I have been reviewing some student emails and there have been numerous references to a school's science textbooks. There appears to be some issue with them. A number of students have complained that they are inadequate in that they fall short in understandable explanations of a particular principle with not enough or unclear examples. That may well be the case and one must remember that the textbooks are merely tools and the crux of the teaching/learning process is a relationship between the instructor and student. Nevertheless, one wonders how these textbooks are chosen and what criterion are employed. Granted, some publishers offer huge discounts [making the textbooks a bit cheaper for the students] for large textbooks orders. Sometimes, textbooks are chosen because the instructor has just published a textbook in that particular field. Sometimes, textbooks are selected from a body of educators with little expertise in a particular science field or for other reasons such as cost, politics, etc.

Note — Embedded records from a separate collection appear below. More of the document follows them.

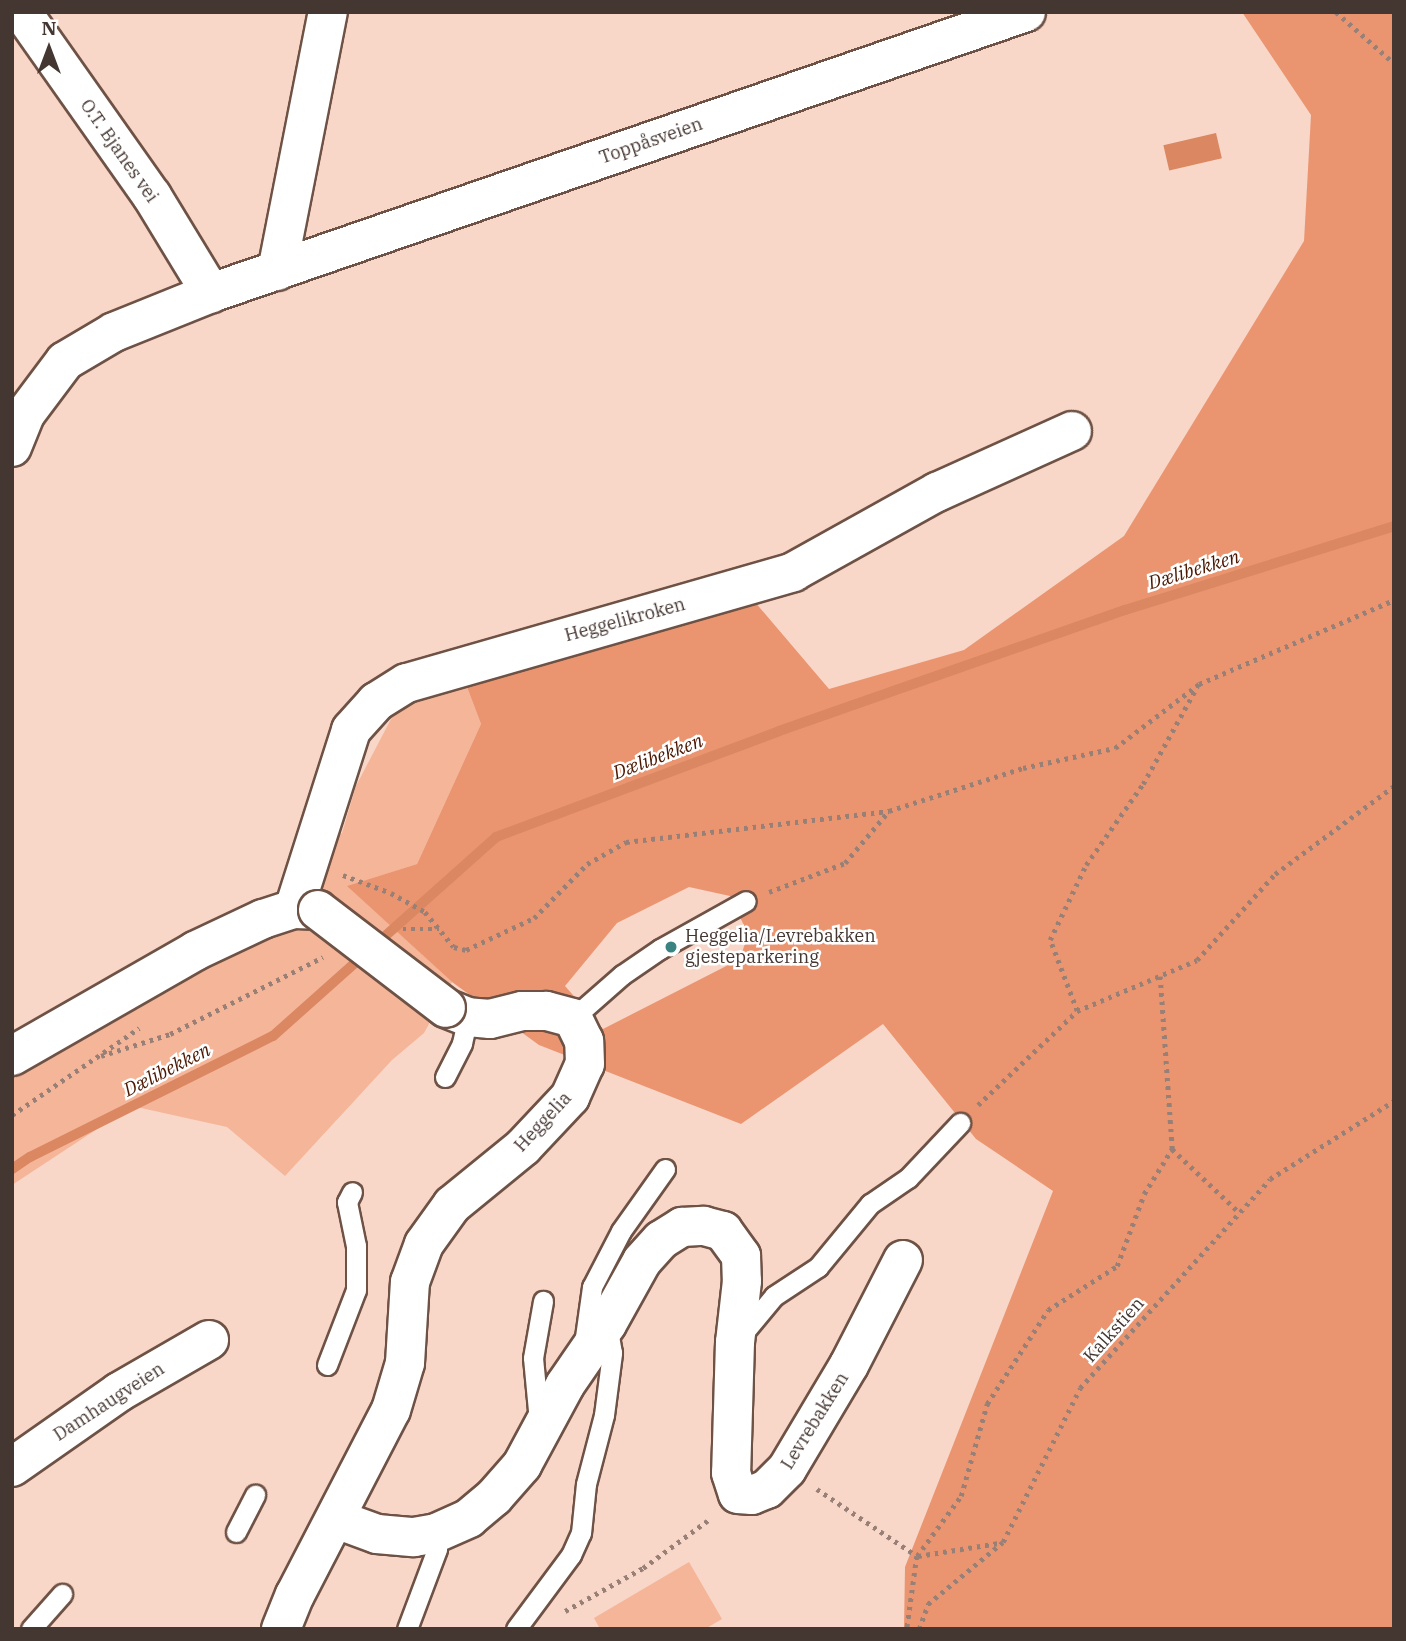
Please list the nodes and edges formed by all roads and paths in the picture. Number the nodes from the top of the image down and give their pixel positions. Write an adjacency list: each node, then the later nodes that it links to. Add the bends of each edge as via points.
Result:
1 (22, 12): 7 (street, O.T. Bjanes vei, via 152,196)
2 (328, 12): 6 (street)
3 (1026, 12): 6 (street, Toppåsveien)
4 (1336, 12): 5 (path)
5 (1394, 63)
6 (277, 271): 7 (street, Toppåsveien)
7 (211, 293): 9 (street, Toppåsveien, via 114,332 65,361 26,413)
8 (1072, 431): 14 (street, Heggelikroken, via 937,492 793,572 407,683 376,702 351,730)
9 (12, 447)
10 (1394, 600): 11 (path)
11 (1199, 684): 13 (path, via 1115,748 1023,768); 22 (path, via 1143,784 1086,865 1050,940)
12 (1394, 786): 20 (path, via 1275,874 1197,960)
13 (889, 811): 15 (path, via 845,863); 18 (path, via 626,842 587,864 534,918 466,950 454,947)
14 (309, 862): 16 (street, Heggelikroken); 18 (path, via 391,893 425,912)
15 (746, 901): 23 (lane, via 660,948)
16 (306, 909): 21 (street, bridge); 24 (street, via 263,919 195,951)
17 (395, 929): 18 (path)
18 (440, 929)
19 (333, 953): 27 (path, via 170,1034 100,1056)
20 (1160, 976): 22 (path); 29 (path)
21 (457, 1012): 23 (street, via 490,1019 546,1011); 25 (lane, via 462,1044)
22 (1077, 1012): 28 (path)
23 (573, 1018): 45 (street, Heggelia, via 584,1041 585,1064 570,1097 523,1147 452,1205 424,1244 410,1282 405,1363 391,1410)
24 (12, 1056)
25 (445, 1077)
26 (1394, 1101): 32 (path, Kalkstien, via 1270,1179)
27 (12, 1115)
28 (960, 1123): 37 (lane, via 908,1178 870,1204 818,1266 774,1296)
29 (1172, 1149): 32 (path); 49 (path, via 1144,1194 1117,1266 1048,1310 987,1404 961,1496)
30 (665, 1169): 38 (lane, via 621,1231 592,1287)
31 (352, 1192): 39 (lane, via 347,1202 356,1246 356,1290)
32 (1240, 1213): 48 (path, Kalkstien, via 1080,1388)
33 (903, 1260): 42 (street, Levrebakken, via 849,1365)
34 (543, 1301): 40 (lane, via 533,1358)
35 (607, 1324): 37 (street, via 637,1269 661,1240 682,1227 704,1226 723,1231 741,1256); 38 (street); 55 (lane, via 612,1353 604,1415 586,1484 581,1534 571,1555)
36 (209, 1340): 41 (street, Damhaugveien, via 119,1392)
37 (735, 1342): 43 (street, via 731,1473)
38 (582, 1356): 40 (street)
39 (327, 1365)
40 (540, 1433): 47 (street, via 522,1465 494,1497 469,1518)
41 (12, 1467)
42 (787, 1469): 43 (street, Levrebakken, via 767,1489); 49 (path)
43 (738, 1494): 51 (path, via 643,1568)
44 (256, 1495): 46 (lane)
45 (336, 1519): 47 (street, via 377,1534); 53 (street, Heggelia)
46 (236, 1532)
47 (436, 1534): 54 (lane, via 437,1549)
48 (1003, 1542): 49 (path); 57 (path, Kalkstien, via 928,1604)
49 (917, 1556): 56 (path)
50 (62, 1594): 52 (lane)
51 (560, 1615)
52 (31, 1629)
53 (281, 1629)
54 (407, 1629)
55 (516, 1629)
56 (907, 1629)
57 (919, 1629)

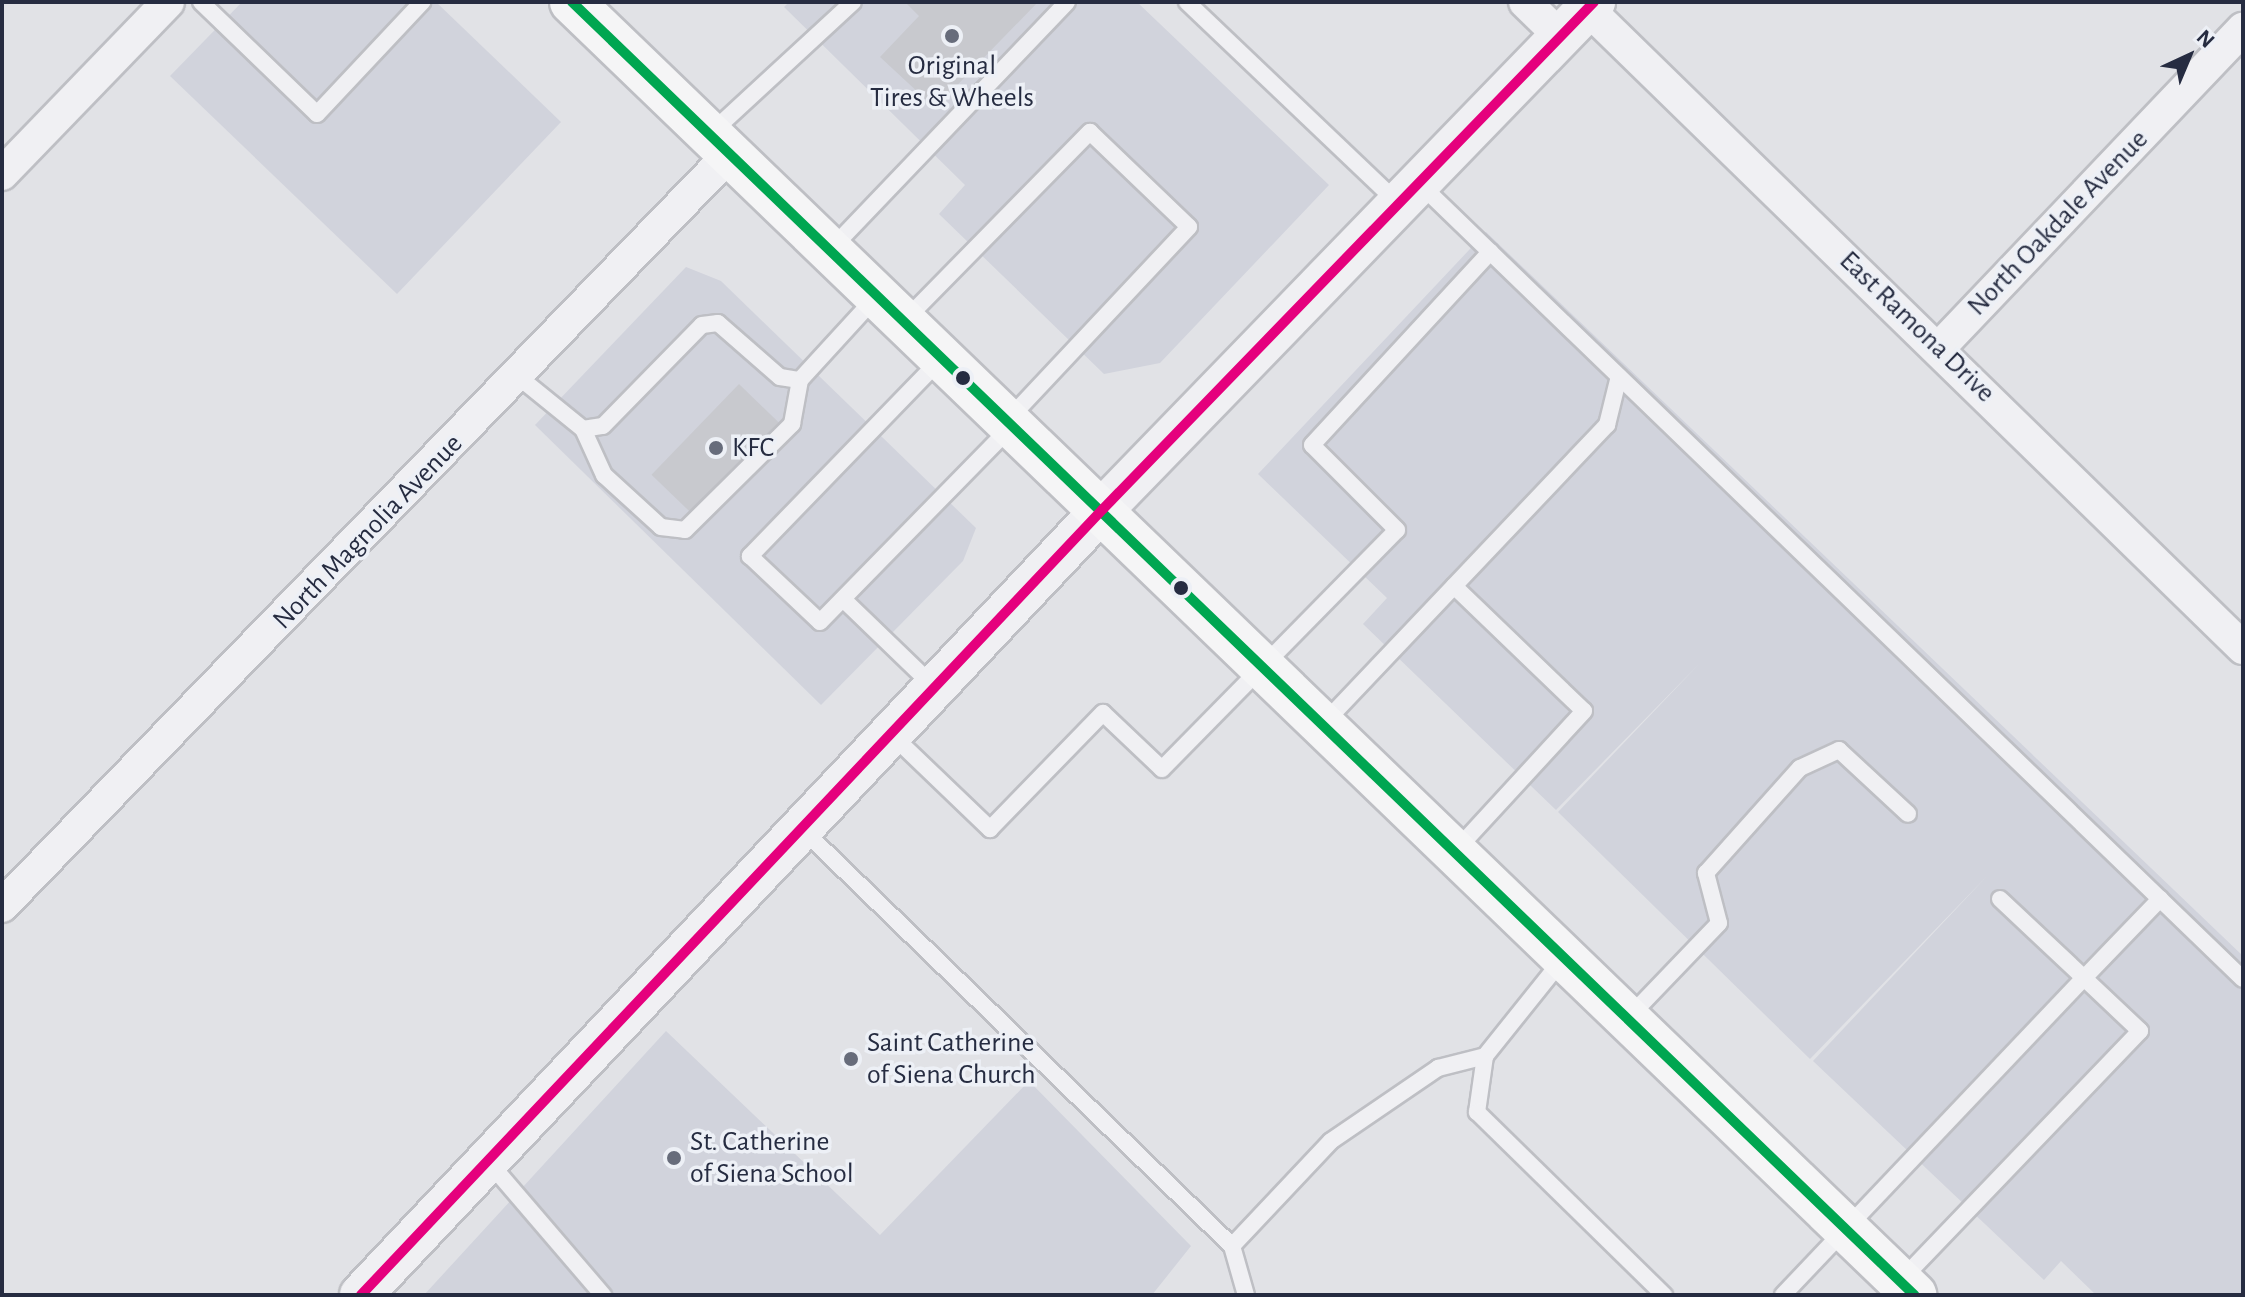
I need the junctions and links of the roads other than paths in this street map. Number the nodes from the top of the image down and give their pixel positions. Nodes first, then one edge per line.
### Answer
1 (168, 2) edge
2 (201, 2) edge
3 (422, 2) edge
4 (853, 2) edge
5 (1067, 2) edge
6 (1187, 2) edge
7 (1525, 2) edge
8 (574, 3) edge
9 (1581, 16) edge
10 (2243, 29) edge
11 (720, 144) junction
12 (2, 174) edge
13 (1412, 196) junction
14 (831, 249) junction
15 (1490, 252) junction
16 (892, 308) junction
17 (1939, 348) junction
18 (943, 357) junction
19 (1619, 376) junction
20 (520, 378) junction
21 (800, 380) junction
22 (1011, 421) junction
23 (583, 429) junction
24 (1103, 509) junction
25 (1454, 586) junction
26 (843, 599) junction
27 (2243, 648) edge
28 (1263, 662) junction
29 (934, 687) junction
30 (1325, 722) junction
31 (891, 733) junction
32 (1908, 814) dead end
33 (801, 828) junction
34 (1456, 850) junction
35 (2000, 899) dead end
36 (2160, 899) junction
37 (2, 906) edge
38 (1565, 955) junction
39 (2084, 978) junction
40 (2243, 979) edge
41 (1629, 1017) junction
42 (1485, 1056) junction
43 (488, 1161) junction
44 (1848, 1230) junction
45 (1232, 1246) junction
46 (1907, 1288) edge
47 (361, 1295) edge
48 (603, 1295) edge
49 (1246, 1295) edge
50 (1664, 1295) edge
51 (1783, 1295) edge

1 - 12 street
2 - 3 lane
4 - 11 lane
5 - 14 lane
6 - 13 lane
7 - 9 street, East Ramona Drive
8 - 11 main road
9 - 13 street
9 - 17 street, East Ramona Drive
10 - 17 street, North Oakdale Avenue
11 - 14 main road
11 - 20 street, North Magnolia Avenue
13 - 15 lane
13 - 24 street
14 - 16 main road
15 - 19 lane
15 - 28 lane
16 - 18 main road
16 - 21 lane
16 - 22 lane
17 - 27 street, East Ramona Drive
18 - 22 main road
18 - 26 lane
19 - 25 lane
19 - 36 lane
20 - 23 lane
20 - 37 street, North Magnolia Avenue
21 - 23 lane
21 - 23 lane
22 - 24 main road
22 - 26 lane
24 - 28 main road
24 - 29 street
25 - 30 lane
25 - 34 lane
26 - 29 lane
28 - 30 main road
28 - 31 lane
29 - 31 street
30 - 34 main road
31 - 33 street
32 - 41 lane
33 - 43 street
33 - 45 lane
34 - 38 main road
35 - 39 lane
36 - 39 lane
36 - 40 lane
38 - 41 main road
38 - 42 lane
39 - 44 lane
39 - 46 lane
41 - 44 main road
42 - 45 lane
42 - 50 lane
43 - 47 street
43 - 48 lane
44 - 46 main road
44 - 51 lane
45 - 49 lane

The health of a publisher lies in sales and profits and are measured by what it takes to publish a textbook and what they can realize from textbook sales. Small publishers, university presses, and private publications suffer the most. Unfortunately, many wind up as remainders on the bargain table. I have been told that a lot of schools in my community restrict the use of the Internet as reference material...limited to three or four sources listed in the bibliography. I suppose their reasoning could be somewhat archaic in that they want to promote the library resources and mechanics of using a library for research. That's not entirely bad, for it will teach good library research skills and familiarization with the mechanics of libraries
In the past few years the college textbook battlefield has been vicious and now commands more players--on campus, off campus, online. Many college students suffer sticker shock when its time to find those textbooks for their courses. Campus bookstore alternatives are scarce and online brokers vie for student bucks. But its is worth it with a bit of planning. Unless you are a purist [want to be the first in your dorm to mark a page with marginal notes or employ the ubiquitous highlight marker], then used textbooks are fine. Shop the online used book dealers. For whatever their reasoning is [commanding high profits for textbooks], textbook publishers should be ashamed and subject to sharp students finding cheaper copies. And responsibility should also be shared by those that have awarded scholarships. $1,000 per semester for textbooks is outrageous!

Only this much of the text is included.